The John Reaves House is a historic residence and government building in the village of Freeport, Ohio, United States. Constructed by one of the area's earliest settlers, it was later home to one of Freeport's most significant citizens. After years of use as a house, it was converted into non-residential purposes, and it has been named a historic site.

Daniel Easley settled at the site of Freeport circa 1804 after migrating from Virginia. The date at which he built the house is unknown, although it was certainly no later than 1820. Later in life, Easley journeyed farther west and established the city of Freeport in Stephenson County, Illinois. Before leaving, he sold his home to the family of John Reaves, who gained a posthumous reputation as one of the village's significant early residents.
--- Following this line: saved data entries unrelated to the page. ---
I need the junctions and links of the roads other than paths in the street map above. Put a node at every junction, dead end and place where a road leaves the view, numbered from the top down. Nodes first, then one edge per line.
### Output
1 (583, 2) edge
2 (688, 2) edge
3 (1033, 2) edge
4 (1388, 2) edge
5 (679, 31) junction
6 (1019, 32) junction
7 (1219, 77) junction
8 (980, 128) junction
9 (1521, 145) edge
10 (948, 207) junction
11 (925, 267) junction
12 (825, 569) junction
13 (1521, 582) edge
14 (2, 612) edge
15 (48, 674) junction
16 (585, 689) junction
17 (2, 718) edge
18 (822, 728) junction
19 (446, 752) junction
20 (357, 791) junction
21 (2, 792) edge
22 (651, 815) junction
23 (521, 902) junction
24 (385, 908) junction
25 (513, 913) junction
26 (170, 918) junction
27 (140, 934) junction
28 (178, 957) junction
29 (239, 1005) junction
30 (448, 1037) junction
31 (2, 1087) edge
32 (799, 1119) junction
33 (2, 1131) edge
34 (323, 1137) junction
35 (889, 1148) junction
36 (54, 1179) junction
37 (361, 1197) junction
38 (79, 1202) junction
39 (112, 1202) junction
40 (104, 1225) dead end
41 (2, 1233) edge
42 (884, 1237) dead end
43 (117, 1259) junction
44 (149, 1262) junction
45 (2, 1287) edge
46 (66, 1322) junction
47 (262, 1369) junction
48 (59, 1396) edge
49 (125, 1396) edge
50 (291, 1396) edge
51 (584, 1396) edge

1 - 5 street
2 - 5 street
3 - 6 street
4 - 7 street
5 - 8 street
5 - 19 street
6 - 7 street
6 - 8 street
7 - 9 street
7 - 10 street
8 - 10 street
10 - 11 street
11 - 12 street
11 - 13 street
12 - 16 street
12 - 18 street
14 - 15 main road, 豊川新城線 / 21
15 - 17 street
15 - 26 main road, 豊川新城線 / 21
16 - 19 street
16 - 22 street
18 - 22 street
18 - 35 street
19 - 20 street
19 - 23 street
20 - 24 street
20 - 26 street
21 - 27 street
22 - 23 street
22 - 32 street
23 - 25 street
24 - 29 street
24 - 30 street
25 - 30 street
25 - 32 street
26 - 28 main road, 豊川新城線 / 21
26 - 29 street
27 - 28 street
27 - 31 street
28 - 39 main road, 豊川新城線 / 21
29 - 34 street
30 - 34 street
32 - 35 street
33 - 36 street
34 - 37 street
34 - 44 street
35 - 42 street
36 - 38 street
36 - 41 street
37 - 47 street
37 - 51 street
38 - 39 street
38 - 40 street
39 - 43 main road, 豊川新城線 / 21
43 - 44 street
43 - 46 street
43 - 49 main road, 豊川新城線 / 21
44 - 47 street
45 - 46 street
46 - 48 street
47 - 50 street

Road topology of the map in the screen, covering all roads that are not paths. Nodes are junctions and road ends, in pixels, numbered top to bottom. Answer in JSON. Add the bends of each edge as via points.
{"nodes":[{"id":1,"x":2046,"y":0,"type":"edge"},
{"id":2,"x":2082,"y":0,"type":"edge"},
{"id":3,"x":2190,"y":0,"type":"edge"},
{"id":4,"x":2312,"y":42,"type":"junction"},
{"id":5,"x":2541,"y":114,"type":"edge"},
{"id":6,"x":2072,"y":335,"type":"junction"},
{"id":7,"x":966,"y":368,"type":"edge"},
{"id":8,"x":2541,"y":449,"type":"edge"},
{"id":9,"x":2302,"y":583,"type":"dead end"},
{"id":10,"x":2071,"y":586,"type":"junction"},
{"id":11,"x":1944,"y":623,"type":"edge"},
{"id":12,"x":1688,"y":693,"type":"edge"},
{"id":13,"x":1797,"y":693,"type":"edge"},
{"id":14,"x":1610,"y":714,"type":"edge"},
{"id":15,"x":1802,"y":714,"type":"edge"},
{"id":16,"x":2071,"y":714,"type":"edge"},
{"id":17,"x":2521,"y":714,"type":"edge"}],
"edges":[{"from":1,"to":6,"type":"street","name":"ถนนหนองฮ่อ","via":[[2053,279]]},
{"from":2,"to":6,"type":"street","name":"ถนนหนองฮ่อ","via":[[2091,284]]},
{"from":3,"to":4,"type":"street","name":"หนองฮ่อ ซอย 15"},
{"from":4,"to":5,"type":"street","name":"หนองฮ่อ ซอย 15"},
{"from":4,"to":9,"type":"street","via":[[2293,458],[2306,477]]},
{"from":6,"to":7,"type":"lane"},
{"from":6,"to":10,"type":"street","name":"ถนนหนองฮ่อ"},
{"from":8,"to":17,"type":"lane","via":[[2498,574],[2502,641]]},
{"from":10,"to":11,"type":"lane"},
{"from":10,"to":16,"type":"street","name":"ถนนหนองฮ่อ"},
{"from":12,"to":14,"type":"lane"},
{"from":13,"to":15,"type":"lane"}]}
As a civilian, he was among Harrison County's earliest teachers, and villagers honored him as the first Harrison County resident to die in the war of the rebellion; he was even the first man in the village to enlist after the fall of Fort Sumter. Reaves' home is a small brick building with a central entrance on the facade, as well as a subsidiary side door. The building is one and one-half stories tall, resting on a stone foundation, with walls that rise to side-facing gables topped with chimneys. Following Reaves' death, the house was converted into a commercial building; by 1888, it had become home to Freeport's first bank. In later years, it was later given to village officials, who employed it as the village hall and as a museum. It has since become a library, the Clark Memorial branch of the Cadiz-based Puskarich Public Library.

The house was added to the National Register of Historic Places in mid-1977, qualifying because of its historically significant architecture; the oldest surviving building in Freeport, it has experienced very few changes since its construction.